Now, imagine a scenario where ordering couldn’t be guaranteed. Multiple processes could read the user_id=1 updates in a different order, creating disagreement about the actual purchase count for this user. By ensuring the logs are ordered, the data can be processed deterministically3 by multiple processes.4

Furthermore, while the position of each log entry in the preceding example uses line numbers, Kafka refers to the position of each entry in its distributed log as an offset. Offsets start at 0 and they enable an important behavior: they allow multiple consumer groups to each read from the same log, and maintain their own positions in the log/stream they are reading from. This is shown in Figure 1-5.

Now that we’ve gained some intuition around Kafka’s log-based storage layer by creating our own log from the command line, let’s tie these ideas back to the higher-level constructs we identified in Kafka’s communication model. We’ll start by continuing our discussion of topics, and learning about something called partitions.

Figure 1-5. Multiple consumer groups can read from the same log, each maintaining their position based on the offset they have read/processed

Topics and Partitions

In our discussion of Kafka’s communication model, we learned that Kafka has the concept of named streams called topics. Furthermore, Kafka topics are extremely flexible with what you store in them. For example, you can have homogeneous topics that contain only one type of data, or heterogeneous topics that contain multiple types of data.5 A depiction of these different strategies is shown in Figure 1-6.

Figure 1-6. Different strategies exist for storing events in topics; homogeneous topics generally contain one event type (e.g., clicks) while heterogeneous topics contain multiple event types (e.g., clicks and page_views)

We have also learned that append-only commit logs are used to model streams in Kafka’s storage layer. So, does this mean that each topic correlates with a log file? Not exactly. You see, Kafka is a distributed log, and it’s hard to distribute just one of something. So if we want to achieve some level of parallelism with the way we distribute and process logs, we need to create lots of them. This is why Kafka topics are broken into smaller units called partitions.

Partitions are individual logs (i.e., the data structures we discussed in the previous section) where data is produced and consumed from. Since the commit log abstraction is implemented at the partition level, this is the level at which ordering is guaranteed, with each partition having its own set of offsets. Global ordering is not supported at the topic level, which is why producers often route related records to the same partition.6

Ideally, data will be distributed relatively evenly across all partitions in a topic. But you could also end up with partitions of different sizes. Figure 1-7 shows an example of a topic with three different partitions.

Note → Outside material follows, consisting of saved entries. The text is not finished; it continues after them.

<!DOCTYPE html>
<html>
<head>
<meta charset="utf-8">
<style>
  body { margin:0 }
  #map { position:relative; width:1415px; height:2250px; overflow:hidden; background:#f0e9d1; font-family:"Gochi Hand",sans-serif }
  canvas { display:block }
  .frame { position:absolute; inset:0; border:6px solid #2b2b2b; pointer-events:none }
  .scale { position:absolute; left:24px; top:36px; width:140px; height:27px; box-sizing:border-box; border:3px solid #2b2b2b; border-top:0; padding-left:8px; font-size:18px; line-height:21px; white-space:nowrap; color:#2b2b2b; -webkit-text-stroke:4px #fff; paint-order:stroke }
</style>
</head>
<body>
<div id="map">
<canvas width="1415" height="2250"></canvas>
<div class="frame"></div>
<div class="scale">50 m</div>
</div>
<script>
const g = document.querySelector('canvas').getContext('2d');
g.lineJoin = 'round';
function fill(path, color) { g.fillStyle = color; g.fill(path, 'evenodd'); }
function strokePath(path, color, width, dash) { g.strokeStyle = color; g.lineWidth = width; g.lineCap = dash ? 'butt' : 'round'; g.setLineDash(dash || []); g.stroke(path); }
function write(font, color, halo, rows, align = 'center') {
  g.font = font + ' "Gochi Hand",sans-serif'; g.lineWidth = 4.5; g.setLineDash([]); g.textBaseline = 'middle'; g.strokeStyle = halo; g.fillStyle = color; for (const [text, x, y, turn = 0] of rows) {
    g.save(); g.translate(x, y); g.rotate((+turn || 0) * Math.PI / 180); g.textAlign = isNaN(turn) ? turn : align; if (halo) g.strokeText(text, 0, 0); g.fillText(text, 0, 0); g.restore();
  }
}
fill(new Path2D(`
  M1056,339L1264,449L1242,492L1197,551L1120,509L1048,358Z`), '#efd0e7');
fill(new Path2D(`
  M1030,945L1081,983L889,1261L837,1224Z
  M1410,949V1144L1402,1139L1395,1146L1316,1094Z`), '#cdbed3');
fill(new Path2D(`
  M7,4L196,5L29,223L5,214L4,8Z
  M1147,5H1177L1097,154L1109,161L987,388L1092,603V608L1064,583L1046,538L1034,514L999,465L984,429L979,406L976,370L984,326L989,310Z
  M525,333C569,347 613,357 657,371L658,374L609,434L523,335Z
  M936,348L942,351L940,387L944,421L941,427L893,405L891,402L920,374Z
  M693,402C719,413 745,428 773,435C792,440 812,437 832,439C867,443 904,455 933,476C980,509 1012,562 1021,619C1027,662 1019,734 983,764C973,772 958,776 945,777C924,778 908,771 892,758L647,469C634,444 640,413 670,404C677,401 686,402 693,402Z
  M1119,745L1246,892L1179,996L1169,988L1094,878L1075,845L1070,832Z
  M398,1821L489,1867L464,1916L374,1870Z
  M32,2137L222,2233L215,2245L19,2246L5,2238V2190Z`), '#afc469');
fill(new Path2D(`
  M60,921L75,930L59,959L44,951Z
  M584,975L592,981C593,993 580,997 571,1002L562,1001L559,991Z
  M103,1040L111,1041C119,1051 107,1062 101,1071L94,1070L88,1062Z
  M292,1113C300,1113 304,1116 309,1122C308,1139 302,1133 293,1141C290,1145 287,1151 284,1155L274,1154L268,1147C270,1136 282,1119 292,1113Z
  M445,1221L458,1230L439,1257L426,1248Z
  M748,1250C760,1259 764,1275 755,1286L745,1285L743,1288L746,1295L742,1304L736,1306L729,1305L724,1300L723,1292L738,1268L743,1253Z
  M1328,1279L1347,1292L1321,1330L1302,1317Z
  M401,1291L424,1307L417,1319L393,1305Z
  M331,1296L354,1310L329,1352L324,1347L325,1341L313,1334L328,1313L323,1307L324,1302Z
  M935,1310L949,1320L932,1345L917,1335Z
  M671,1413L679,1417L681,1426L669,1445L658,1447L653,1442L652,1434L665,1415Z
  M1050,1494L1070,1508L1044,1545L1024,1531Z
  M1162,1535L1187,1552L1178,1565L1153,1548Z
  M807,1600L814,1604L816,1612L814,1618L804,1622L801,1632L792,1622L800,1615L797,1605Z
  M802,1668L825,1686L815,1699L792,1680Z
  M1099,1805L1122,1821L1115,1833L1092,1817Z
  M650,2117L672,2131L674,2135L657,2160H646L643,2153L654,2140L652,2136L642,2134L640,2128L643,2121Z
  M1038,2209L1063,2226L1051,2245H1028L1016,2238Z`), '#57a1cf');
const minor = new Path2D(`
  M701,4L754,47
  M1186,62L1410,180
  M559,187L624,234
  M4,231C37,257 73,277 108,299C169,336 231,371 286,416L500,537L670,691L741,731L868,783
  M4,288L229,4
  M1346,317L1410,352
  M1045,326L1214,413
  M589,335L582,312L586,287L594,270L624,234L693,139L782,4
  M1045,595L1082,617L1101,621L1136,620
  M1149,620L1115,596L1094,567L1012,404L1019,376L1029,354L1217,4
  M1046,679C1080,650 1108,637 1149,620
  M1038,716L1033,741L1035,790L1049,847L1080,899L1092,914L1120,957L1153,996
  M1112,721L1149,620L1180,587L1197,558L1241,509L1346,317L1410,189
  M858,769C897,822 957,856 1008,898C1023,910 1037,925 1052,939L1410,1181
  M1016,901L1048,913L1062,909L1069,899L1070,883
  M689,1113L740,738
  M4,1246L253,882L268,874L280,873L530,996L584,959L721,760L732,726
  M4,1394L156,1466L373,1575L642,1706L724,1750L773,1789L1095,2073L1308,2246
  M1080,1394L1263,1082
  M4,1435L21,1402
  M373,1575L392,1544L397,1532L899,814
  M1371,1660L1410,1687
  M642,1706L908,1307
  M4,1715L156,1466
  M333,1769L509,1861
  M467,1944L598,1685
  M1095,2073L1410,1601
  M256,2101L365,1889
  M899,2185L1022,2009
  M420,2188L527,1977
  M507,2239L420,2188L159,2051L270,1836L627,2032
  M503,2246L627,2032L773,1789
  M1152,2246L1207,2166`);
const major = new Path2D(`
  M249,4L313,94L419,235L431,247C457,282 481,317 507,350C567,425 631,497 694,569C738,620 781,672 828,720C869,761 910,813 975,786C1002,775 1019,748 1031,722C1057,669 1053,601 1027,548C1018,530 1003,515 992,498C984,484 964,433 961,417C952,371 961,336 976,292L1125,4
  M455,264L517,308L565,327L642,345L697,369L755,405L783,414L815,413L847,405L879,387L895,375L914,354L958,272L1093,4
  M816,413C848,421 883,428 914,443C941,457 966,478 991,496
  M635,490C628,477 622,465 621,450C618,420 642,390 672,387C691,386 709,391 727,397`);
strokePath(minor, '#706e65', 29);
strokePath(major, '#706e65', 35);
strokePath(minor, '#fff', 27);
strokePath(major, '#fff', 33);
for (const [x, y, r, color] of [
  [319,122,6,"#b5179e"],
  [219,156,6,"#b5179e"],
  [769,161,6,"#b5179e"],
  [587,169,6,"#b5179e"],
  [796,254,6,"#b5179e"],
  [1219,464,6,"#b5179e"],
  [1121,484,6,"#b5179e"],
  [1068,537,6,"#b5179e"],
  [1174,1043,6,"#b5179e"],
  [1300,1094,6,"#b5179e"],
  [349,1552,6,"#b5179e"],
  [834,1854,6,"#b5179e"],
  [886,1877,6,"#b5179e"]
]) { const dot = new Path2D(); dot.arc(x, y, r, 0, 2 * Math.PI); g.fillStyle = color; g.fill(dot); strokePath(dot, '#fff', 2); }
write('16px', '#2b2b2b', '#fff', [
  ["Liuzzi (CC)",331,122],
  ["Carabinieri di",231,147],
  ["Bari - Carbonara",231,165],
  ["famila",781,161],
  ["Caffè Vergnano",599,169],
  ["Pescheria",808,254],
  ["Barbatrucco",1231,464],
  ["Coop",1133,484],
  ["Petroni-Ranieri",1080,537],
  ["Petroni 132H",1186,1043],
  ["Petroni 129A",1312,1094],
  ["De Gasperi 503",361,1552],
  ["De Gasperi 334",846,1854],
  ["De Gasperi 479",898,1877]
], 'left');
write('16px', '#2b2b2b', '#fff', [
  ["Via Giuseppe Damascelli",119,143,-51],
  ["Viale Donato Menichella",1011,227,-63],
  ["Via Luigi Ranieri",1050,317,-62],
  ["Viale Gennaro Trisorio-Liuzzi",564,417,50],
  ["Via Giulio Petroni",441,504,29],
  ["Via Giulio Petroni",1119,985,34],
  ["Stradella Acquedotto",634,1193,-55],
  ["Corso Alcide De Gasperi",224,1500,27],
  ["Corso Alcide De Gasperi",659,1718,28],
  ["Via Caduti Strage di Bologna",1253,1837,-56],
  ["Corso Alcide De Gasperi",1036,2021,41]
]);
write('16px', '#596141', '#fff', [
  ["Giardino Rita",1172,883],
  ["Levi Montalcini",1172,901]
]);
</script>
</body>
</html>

Figure 1-7. A Kafka topic configured with three partitions

The number of partitions for a given topic is configurable, and having more partitions in a topic generally translates to more parallelism and throughput, though there are some trade-offs of having too many partitions.7 We’ll talk about this more throughout the book, but the important takeaway is that only one consumer per consumer group can consume from a partition (individual members across different consumer groups can consume from the same partition, however, as shown in Figure 1-5).

Therefore, if you want to spread the processing load across N consumers in a single consumer group, you need N partitions. If you have fewer members in a consumer group than there are partitions on the source topic (i.e., the topic that is being read from), that’s OK: each consumer can process multiple partitions. If you have more members in a consumer group than there are partitions on the source topic, then some consumers will be idle.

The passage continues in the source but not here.